By radzer0 on 11/12/2006 3:12:44 AM , Rating: 2
Toshiba is pushing 250gb in laptop drives. Thats if you can find a way to make the things run in raid on the ps3 because they die super quick.

Had somebody come thru my work with a 200gb toshiba drive. No idea how much he paid but theres deff bigger than 160gb out there if your that greedy.




RE: 250gb...
By oDii on 11/12/2006 10:30:01 PM , Rating: 2
Good to know you're backing up that statement regarding the lifetime of drives in the PS3 with evidence... OH WAIT


RE: 250gb...
By theapparition on 11/13/2006 8:05:13 AM , Rating: 3
Not to interject, but I believe he ment that the 250Gb drives themselves die quick, not the drives in the PS3, so he suggested Raid1 for reliability. At least thats how I read it.
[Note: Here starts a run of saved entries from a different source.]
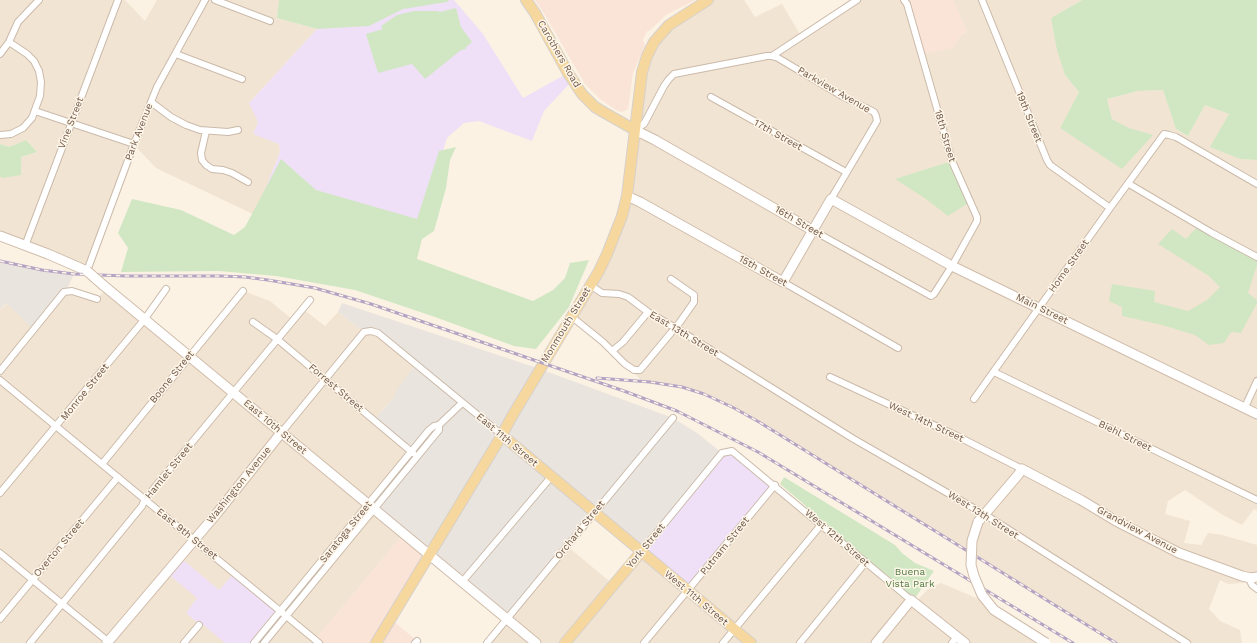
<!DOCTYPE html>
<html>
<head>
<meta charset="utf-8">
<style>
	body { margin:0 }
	canvas { display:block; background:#fbf2e3 }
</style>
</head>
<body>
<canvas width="1257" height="643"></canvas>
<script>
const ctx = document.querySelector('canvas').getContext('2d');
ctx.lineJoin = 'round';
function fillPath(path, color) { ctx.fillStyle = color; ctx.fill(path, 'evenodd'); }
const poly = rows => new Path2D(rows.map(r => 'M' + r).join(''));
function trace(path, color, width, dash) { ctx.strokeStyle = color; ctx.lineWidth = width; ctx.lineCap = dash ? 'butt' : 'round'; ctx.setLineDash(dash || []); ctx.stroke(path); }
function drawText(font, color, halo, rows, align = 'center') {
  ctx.font = font + ' "Work Sans",sans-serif'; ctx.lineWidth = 3; ctx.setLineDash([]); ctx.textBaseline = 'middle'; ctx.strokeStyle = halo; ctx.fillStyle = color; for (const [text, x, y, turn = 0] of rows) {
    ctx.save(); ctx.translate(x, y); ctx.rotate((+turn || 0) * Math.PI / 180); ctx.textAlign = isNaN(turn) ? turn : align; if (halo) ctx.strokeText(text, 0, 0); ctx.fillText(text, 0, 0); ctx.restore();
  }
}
fillPath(poly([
	[0,0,125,0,145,21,157,0,279,0,277,18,317,29,249,103,279,144,280,152,255,215,156,168,134,145,87,271,0,236,0,177,3,178,21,157,37,152,26,140,9,147,0,144],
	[709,0,744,0,755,17,782,4,801,36,857,0,904,0,952,48,961,35,967,32,953,0,1082,0,1051,18,1065,75,1079,92,1060,128,1152,135,1129,128,1112,119,1107,99,1138,91,1163,90,1177,130,1188,136,1205,105,1229,114,1211,147,1240,159,1257,160,1257,511,1254,509,1242,525,1221,514,1185,490,1168,501,1165,514,1190,521,1184,543,1201,545,1208,533,1222,535,1257,545,1257,582,1228,584,1220,580,1209,609,1220,621,1240,630,1242,643,1116,643,747,415,720,400,704,394,664,384,643,382,625,364,572,317,622,216,640,88,654,42],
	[107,288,190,356,243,291,270,301,293,320,303,309,325,326,338,312,364,332,371,331,415,365,395,396,379,414,411,451,404,533,315,640,319,643,0,643,0,310,5,305,7,304,64,293,97,299],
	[775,485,916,602,929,588,941,583,988,603,1046,643,487,643,567,546,614,585,636,558]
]), '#f2e4d2');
fillPath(poly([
	[535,0,695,0,666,15,649,31,647,31,643,40,645,45,633,73,628,109,622,112,618,111,600,99,585,84,545,15],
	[904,0,953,0,967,32,961,35,952,48,922,55],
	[404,533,430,555,391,619,417,641,415,643,319,643,315,640]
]), '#fae3d7');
fillPath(poly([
	[0,261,42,270,74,274,66,291,34,330,7,304,4,305,0,310],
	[342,303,540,369,673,418,697,433,722,453,688,591,594,513,507,619,368,504,411,451,374,420,395,396,395,392,415,365,378,333,364,332,338,312]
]), '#eae4de');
fillPath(poly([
	[416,0,454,0,483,34,523,98,568,73,573,80,544,111,532,141,479,121,464,123,447,138,398,294,234,267,280,152,279,144,253,134,258,122,249,103,317,29],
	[727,451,775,485,688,591,641,552],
	[180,557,219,590,234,573,280,611,254,643,225,643,201,623,199,624,186,613,197,598,167,573]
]), '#efe0f7');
fillPath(poly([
	[279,0,449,0,447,2,403,9,369,26,317,29,277,18],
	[1082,0,1257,0,1257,160,1240,159,1210,147,1229,114,1205,105,1188,136,1176,129,1163,90,1138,91,1107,99,1112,119,1129,128,1153,135,1122,169,1060,128,1079,92,1065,75,1057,50,1051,18],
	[456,8,461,27,472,42,466,47,466,49,461,50,425,79,412,64,378,73,366,34,383,29,381,26,397,15,414,11,438,11,440,12],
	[26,140,37,152,21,157,21,175,3,178,0,177,0,144,9,147],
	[456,147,450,160,446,188,434,231,422,239,417,259,533,301,553,290,565,278,570,263,589,260,569,307,536,349,514,346,435,317,355,290,276,276,219,271,121,272,128,248,118,233,132,199,181,210,234,235,245,227,281,159,316,190,417,219,439,151],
	[952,161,970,202,948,216,926,199,895,179],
	[1199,225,1257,257,1257,265,1248,293,1257,300,1257,303,1241,333,1231,332,1224,343,1209,345,1195,335,1162,325,1122,316,1122,307,1109,301,1112,284,1155,291,1154,302,1188,311,1207,300,1220,287,1209,276,1158,244,1172,229,1186,239],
	[784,477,895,545,902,553,915,563,934,571,915,598,907,595,891,580,890,577,877,567,874,567,860,556,859,552,833,530,830,530,809,512,806,506,780,484],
	[364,514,364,517,290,606,289,604]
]), '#d1e7c3');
const street = poly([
	[215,0,270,21],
	[982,0,1047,160,1050,165,1110,208],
	[0,54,9,42,18,22,39,0],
	[176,54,242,79],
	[772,56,857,0],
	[711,97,846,172],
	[151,102,171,117,186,125,200,130,228,132,238,130],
	[35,111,134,144],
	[635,130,644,124,664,86,669,79,674,74,767,56,772,56,778,58,842,96,874,112,876,116,877,121,831,199],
	[206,131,201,153,202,160,206,165,212,169,223,170,232,173,248,182],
	[0,135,11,134,23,128,32,118,40,96,41,82,39,71,34,61,27,54,9,42],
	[1129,184,1212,233,1257,257],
	[812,230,931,296,934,294,952,266,977,221,977,217,952,161,907,4,904,0],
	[25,246,118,0],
	[87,271,134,144,157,87,205,0],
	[783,282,898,348],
	[590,285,602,293,619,294,628,297,648,312,679,330,852,438,984,514,1187,643],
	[572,317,603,342,625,364,634,370,640,370,680,322,694,302,694,295,671,279],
	[253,322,277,339,413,453],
	[612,351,623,342,648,312],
	[0,371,64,292,72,291,97,299],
	[994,372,1257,500],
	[830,377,957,436,1022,469],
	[0,380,319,643],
	[974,399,1110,208,1164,134,1169,135,1176,137,1257,184],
	[1245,407,1257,381],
	[281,433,364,332,371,331,378,333,502,435],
	[102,464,243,291],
	[0,493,144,320,166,289],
	[641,552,722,453,732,451,911,600],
	[0,553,110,643],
	[1248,577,1252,585,1257,589],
	[462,582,551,477],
	[0,619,118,477],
	[30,643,142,506,145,499,310,300],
	[184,643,199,625],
	[254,643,429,430,434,426,439,425,462,403],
	[264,643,439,430,439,425],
	[415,643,417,641],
	[487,643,673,418],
	[644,643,775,485],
	[723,643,821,525],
	[800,643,865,563],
	[952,643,957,637]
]);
const secondary = poly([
	[635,130,655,140,812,230],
	[627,196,640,202,783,282,831,199,952,266,1257,414],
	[0,236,48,254,87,271],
	[103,285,536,643],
	[978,522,1018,475,1022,469,1081,500,1116,521,1179,553,1242,576,1251,578,1257,577],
	[107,643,218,512,281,433],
	[876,643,911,600,965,643]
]);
const primary = poly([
	[526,0,535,13,568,73,582,94,595,107,605,113,635,130],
	[502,435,751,643],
	[376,643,502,435,511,418,599,271,607,254,622,216,627,196,642,72,647,56,654,42,669,25,708,0],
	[565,643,641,552]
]);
trace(street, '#cbbaaa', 8);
trace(secondary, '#d0bcab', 11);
trace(primary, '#d7d1cd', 12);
trace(street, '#fff', 6);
trace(secondary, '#fff', 9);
trace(primary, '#f6d89f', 10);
const rail = poly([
	[0,261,42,270,74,274,126,276,220,276,245,277,268,280,315,288,371,304,624,391,677,411,758,452,1073,643],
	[597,378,650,382,682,387,704,394,734,408,759,422,1116,643]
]);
trace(rail, '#b5a3c3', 3);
trace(rail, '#fef6e9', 1.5, [4.5]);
const secondaryBridge = poly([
	[87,271,103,285],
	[978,522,972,541,971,565,974,576,982,595,994,610,1046,643]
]);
trace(secondaryBridge, '#d0bcab', 11, []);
trace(secondaryBridge, '#fff', 9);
drawText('10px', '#715a4b', '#fef6e9', [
	["Carothers Road",559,54,60],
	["Parkview Avenue",834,90,30],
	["19th Street",1029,117,68],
	["Vine Street",71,123,-69],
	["Park Avenue",139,132,-69],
	["17th Street",778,135,29],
	["18th Street",945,136,74],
	["16th Street",799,222,30],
	["Home Street",1069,266,-55],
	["15th Street",763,271,29],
	["Main Street",1042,309,26],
	["Monmouth Street",566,325,-59],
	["East 13th Street",684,334,31],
	["Boone Street",172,377,-51],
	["Forrest Street",336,388,40],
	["Monroe Street",85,392,-51],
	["West 14th Street",926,422,25],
	["East 10th Street",275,427,40],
	["Biehl Street",1125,436,26],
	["East 11th Street",507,440,40],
	["Hamlet Street",169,471,-51],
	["Washington Avenue",239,485,-51],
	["West 13th Street",983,515,32],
	["Orchard Street",580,530,-51],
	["Grandview Avenue",1137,530,28],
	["Saratoga Street",346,532,-51],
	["East 9th Street",187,534,39],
	["West 12th Street",837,538,41],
	["York Street",646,546,-51],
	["Putnam Street",725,546,-51],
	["Overton Street",59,548,-50],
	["West 11th Street",696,598,40]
]);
drawText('10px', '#547c46', '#fef6e9', [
	["Buena",910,572],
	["Vista Park",910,584]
]);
</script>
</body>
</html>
But not far from the point, I do worry about 2.5" drives. Many of you "youngens" may not remember drives that were sold with the AV tag (for Audio/Video). Most of the time, you saw this on SCSI drives. If your application had constant access to the drive, it could fail. That's pretty much gone away now for desktop drives.
But laptop drives are for exactly that. Laptops. Which means they are not rated for continual use, and are designed to spin up, read/write data, and shut down to save power. Laptop drives will get killed easily with constant I/O.
Unfortuately, I have first hand experience with this as I got called on to figure out why my companies product had failures after a few months in the field. The problem was tracked back to the 2.5" drives. There are 2.5" rated for continual use, but be prepared to pay 8-10X.
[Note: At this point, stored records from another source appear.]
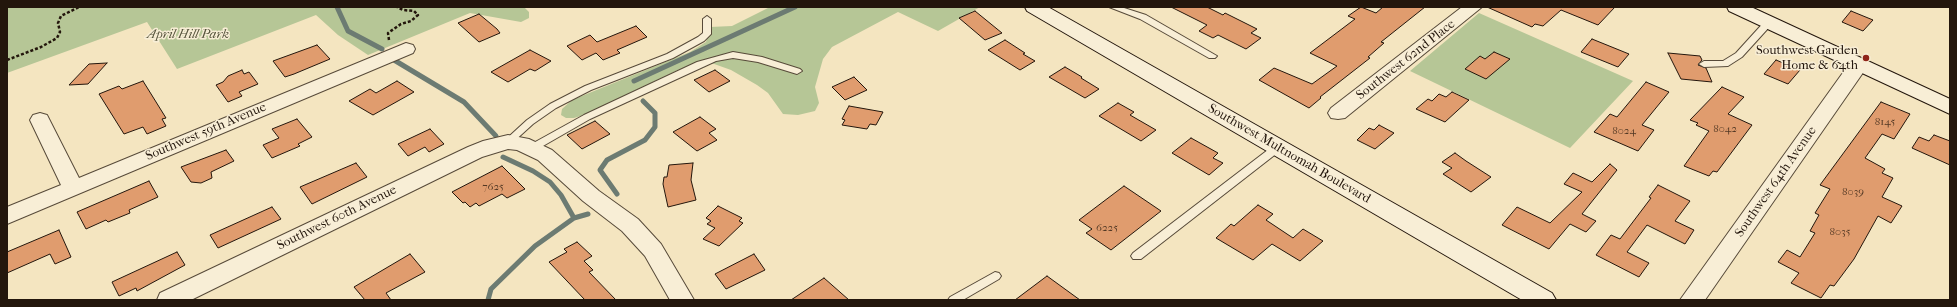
<!DOCTYPE html>
<style>
body{margin:0}
#map{position:relative;width:1957px;height:307px;overflow:hidden;background:#f4e5c0;font-family:"IM FELL French Canon",serif}
canvas{display:block}
.frame{position:absolute;inset:0;border:8px solid #23160c;pointer-events:none}
</style>
<div id="map">
<canvas width="1957" height="307"></canvas>
<div class="frame"></div>
</div>
<script>
const g = document.querySelector('canvas').getContext('2d');
g.lineJoin = 'round';
function fillPath(path, color) {
  g.fillStyle = color;
  g.fill(path, 'evenodd');
}
function shape(rows) {
  const path = new Path2D();
  for (const r of rows) {
    path.moveTo(r[0], r[1]);
    for (let i = 2; i < r.length; i += 2) path.lineTo(r[i], r[i + 1]);
  }
  return path;
}
function stroke(path, color, width, dash) {
  g.strokeStyle = color;
  g.lineWidth = width;
  g.lineCap = dash ? 'butt' : 'round';
  g.setLineDash(dash || []);
  g.stroke(path);
}
function label(font, color, halo, rows, align = 'center') {
  g.font = font + ' "IM FELL French Canon",serif';
  g.lineWidth = 3;
  g.setLineDash([]);
  g.textBaseline = 'middle';
  g.strokeStyle = halo;
  g.fillStyle = color;
  for (const [text, x, y, turn = 0] of rows) {
    g.save();
    g.translate(x, y);
    g.rotate((+turn || 0) * Math.PI / 180);
    g.textAlign = isNaN(turn) ? turn : align;
    if (halo) g.strokeText(text, 0, 0);
    g.fillText(text, 0, 0);
    g.restore();
  }
}
fillPath(shape([
 [7,7,524,7,529,12,529,18,521,22,470,13,368,55,338,35,316,15,177,69,147,22,7,73],
 [770,7,980,7,938,31,898,12,832,47,823,59,815,87,819,103,815,111,798,115,783,114,768,93,757,85,731,70,703,60,680,69,584,115,574,118,566,118,561,115,562,109,572,100,690,52,706,42,710,27,732,26],
 [1479,13,1633,81,1570,148,1410,71]
]), '#b6c696');
stroke(shape([
 [337,7,348,31,382,49],
 [394,60,464,102,496,136],
 [634,81,795,7],
 [617,194,600,170,607,160,645,140,655,127,655,113,643,101],
 [574,218,588,214],
 [488,300,491,289,535,246,574,218,561,195,550,182,533,171,503,157]
]), '#6c7b72', 5);
const building = shape([
 [1171,7,1207,7,1223,15,1225,13,1257,29,1251,33,1261,38,1246,49,1218,35,1213,38,1199,31,1207,25,1171,7],
 [1361,7,1376,13,1383,7,1425,7,1381,42,1384,43,1368,57,1370,58,1320,97,1321,98,1309,108,1259,80,1274,68,1312,84,1337,66,1310,53,1355,19,1348,16,1361,7],
 [1487,7,1615,7,1598,25,1561,10,1543,26,1535,24,1532,27,1487,7],
 [975,11,1002,33,985,40,959,18,975,11],
 [1851,11,1873,20,1863,31,1842,22,1851,11],
 [479,14,497,29,500,33,479,42,458,23,479,14],
 [636,26,647,37,617,50,620,53,603,60,596,53,582,60,567,46,590,35,597,42,636,26],
 [1592,39,1629,54,1618,67,1581,52,1592,39],
 [1005,40,1025,53,1023,54,1035,61,1020,70,988,50,1005,40],
 [317,45,330,59,294,74,285,77,273,61,317,45],
 [530,50,551,61,535,71,530,69,508,82,491,72,530,50],
 [1494,52,1510,59,1486,79,1465,69,1480,56,1485,59,1494,52],
 [1668,53,1700,56,1702,60,1698,65,1706,68,1712,82,1681,79,1668,53],
 [1776,60,1800,70,1788,84,1764,74,1776,60],
 [107,63,88,84,69,85,89,64,107,63],
 [1065,67,1082,77,1081,78,1099,89,1085,98,1049,77,1065,67],
 [242,70,244,74,249,72,258,84,239,92,242,96,228,102,216,85,223,82,228,76,242,70],
 [715,70,730,81,709,92,694,80,715,70],
 [854,77,867,90,845,100,832,87,854,77],
 [143,81,166,118,162,119,166,126,147,134,143,127,124,134,99,94,119,86,122,89,143,81],
 [397,81,414,92,373,115,349,101,370,89,376,93,397,81],
 [1646,82,1669,92,1642,125,1654,130,1638,151,1594,132,1610,114,1617,117,1646,82],
 [1722,87,1744,97,1728,114,1752,125,1717,172,1713,171,1709,176,1684,166,1709,131,1696,125,1698,123,1690,120,1722,87],
 [1452,92,1469,100,1445,122,1416,109,1428,99,1432,101,1439,94,1446,97,1452,92],
 [1881,102,1910,114,1894,139,1882,134,1865,158,1885,169,1882,173,1893,178,1882,197,1902,206,1891,223,1878,216,1854,259,1834,286,1830,285,1821,298,1791,283,1799,273,1778,262,1787,250,1800,257,1815,233,1810,231,1819,215,1815,213,1830,189,1820,185,1881,102],
 [1118,103,1134,112,1130,115,1156,130,1141,141,1099,116,1118,103],
 [849,106,883,112,876,125,870,124,867,129,842,125,845,120,842,119,849,106],
 [700,117,716,129,709,133,717,140,697,151,673,132,700,117],
 [297,119,312,137,298,144,300,146,272,158,263,145,279,138,272,129,297,119],
 [595,121,610,134,582,149,567,135,595,121],
 [1379,125,1394,133,1375,149,1357,140,1369,128,1374,130,1379,125],
 [430,129,444,144,429,152,425,147,408,156,398,144,430,129],
 [1934,135,1950,141,1950,165,1912,148,1919,137,1929,141,1934,135],
 [1191,138,1218,153,1213,158,1223,163,1209,175,1172,153,1191,138],
 [226,150,234,161,211,172,212,178,201,183,191,182,181,167,226,150],
 [1455,153,1466,161,1491,177,1471,192,1443,174,1452,168,1442,162,1455,153],
 [356,163,367,177,312,204,300,187,356,163],
 [693,163,691,180,696,200,668,207,663,184,664,177,667,177,669,165,693,163],
 [1610,164,1617,170,1582,214,1596,221,1586,232,1570,224,1549,249,1502,225,1517,207,1550,223,1582,192,1564,184,1573,173,1592,182,1610,164],
 [502,166,525,189,507,198,502,194,479,206,476,203,470,207,465,202,463,203,452,192,502,166],
 [149,181,158,197,129,210,130,213,108,222,106,220,86,229,77,212,149,181],
 [1658,185,1690,201,1675,221,1694,230,1685,244,1647,225,1627,252,1649,263,1639,277,1596,255,1611,235,1620,239,1651,198,1649,197,1658,185],
 [1124,186,1161,211,1111,250,1086,233,1092,229,1079,220,1124,186],
 [1258,205,1273,214,1266,220,1293,238,1303,229,1323,241,1300,261,1272,244,1253,260,1216,238,1231,224,1234,226,1258,205],
 [718,206,742,218,739,221,743,223,719,246,703,239,715,228,707,224,711,221,706,218,718,206],
 [272,207,281,219,218,248,210,235,272,207],
 [59,230,71,257,55,264,50,254,7,273,7,252,59,230],
 [577,242,592,256,584,261,593,270,589,272,616,300,585,300,549,262,567,252,564,249,577,242],
 [177,252,185,265,137,291,136,288,119,296,112,282,177,252],
 [410,254,425,272,386,293,391,300,365,300,354,287,410,254],
 [754,254,765,270,726,289,715,274,754,254],
 [1047,276,1080,300,1015,300,1047,276],
 [824,278,849,300,791,300,824,278]
]);
fillPath(building, '#e09c6e');
stroke(building, '#23160c', 1);
const lane = shape([
 [1109,7,1121,7,1146,15,1217,56,1215,58,1209,58,1140,19,1109,7],
 [707,16,711,19,711,34,704,41,673,58,591,90,556,108,533,124,511,144,508,145,503,142,527,120,550,104,585,86,667,54,698,37,703,33,703,19,707,16],
 [1769,19,1773,22,1772,24,1742,57,1728,66,1704,67,1699,64,1704,61,1723,61,1736,53,1766,20,1769,19],
 [733,52,762,57,800,69,802,71,797,74,758,62,733,58,716,61,590,119,536,150,532,151,527,148,528,146,584,115,697,62,733,52],
 [1277,145,1282,148,1281,150,1141,259,1133,259,1131,256,1133,253,1273,146,1277,145],
 [995,272,999,273,1001,276,999,279,963,300,948,300,950,297,995,272]
]);
const street = shape([
 [1462,7,1482,7,1345,118,1338,119,1331,118,1328,113,1331,108,1462,7],
 [406,43,413,45,415,49,413,53,7,224,7,207,61,185,30,120,33,115,40,113,47,115,79,178,406,43],
 [1859,58,1866,60,1869,64,1705,300,1680,300,1852,60,1859,58],
 [508,135,529,139,552,150,599,191,638,219,661,244,694,300,670,300,645,256,622,231,583,201,538,160,517,150,508,149,482,157,191,300,157,300,160,293,468,147,483,141,508,135]
]);
const secondary = shape([
 [1025,7,1048,7,1552,293,1556,300,1522,300,1027,11,1025,7],
 [1727,7,1751,7,1950,99,1950,114,1729,11,1727,7]
]);
stroke(lane, '#574a39', 2);
stroke(street, '#574a39', 2);
stroke(secondary, '#23160c', 2);
stroke(shape([
 [389,40,388,33,401,24,411,21,418,15,414,11,403,10,397,7],
 [7,60,41,47,57,38,60,32,58,23,61,16,79,7]
]), '#23160c', 2.5, [3, 2]);
fillPath(lane, '#f8eed6');
fillPath(street, '#f8eed6');
fillPath(secondary, '#f8eed6');
for (const [x, y, r, color] of [
 [1866,58,4,"#8f2418"]
]) {
  const dot = new Path2D();
  dot.arc(x, y, r, 0, 2 * Math.PI);
  g.fillStyle = color;
  g.fill(dot);
  stroke(dot, '#f8eed6', 1.5);
}
label('11px', '#523824', null, [
 ["8145",1885,122],
 ["8042",1725,129],
 ["8024",1624,131],
 ["7625",493,187],
 ["8039",1853,192],
 ["6225",1107,228],
 ["8035",1840,232]
]);
label('italic 13px', '#56543c', '#f8eed6', [
 ["April Hill Park",188,35]
]);
label('13px', '#23160c', '#f8eed6', [
 ["Southwest Garden",1858,51],
 ["Home & 64th",1858,66]
], 'right');
label('13px', '#23160c', '#f8eed6', [
 ["Southwest 62nd Place",1406,60,-38],
 ["Southwest 59th Avenue",206,132,-23],
 ["Southwest Multnomah Boulevard",1289,154,30],
 ["Southwest 64th Avenue",1776,182,-55],
 ["Southwest 60th Avenue",337,218,-26]
]);
</script>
Now I don't think gaming will tax the HDD, but streaming HD video will.

Kudo's to Sony for allowing easy HDD replacement. First good news I heard from the Sony camp in a long time.


RE: 250gb...
By Deaks2 on 11/14/2006 1:17:15 PM , Rating: 2
The AV tag was regarding thermal re-calibration, not constant use. Consumer-level drives required a thermal re-calibration under constant use due to the heat build up slightly distoring the platters.

AV drives were "tougher" and did not require these re-calibrations. Therefore they would not pause for a second or two which would of course screw up your FMV capture.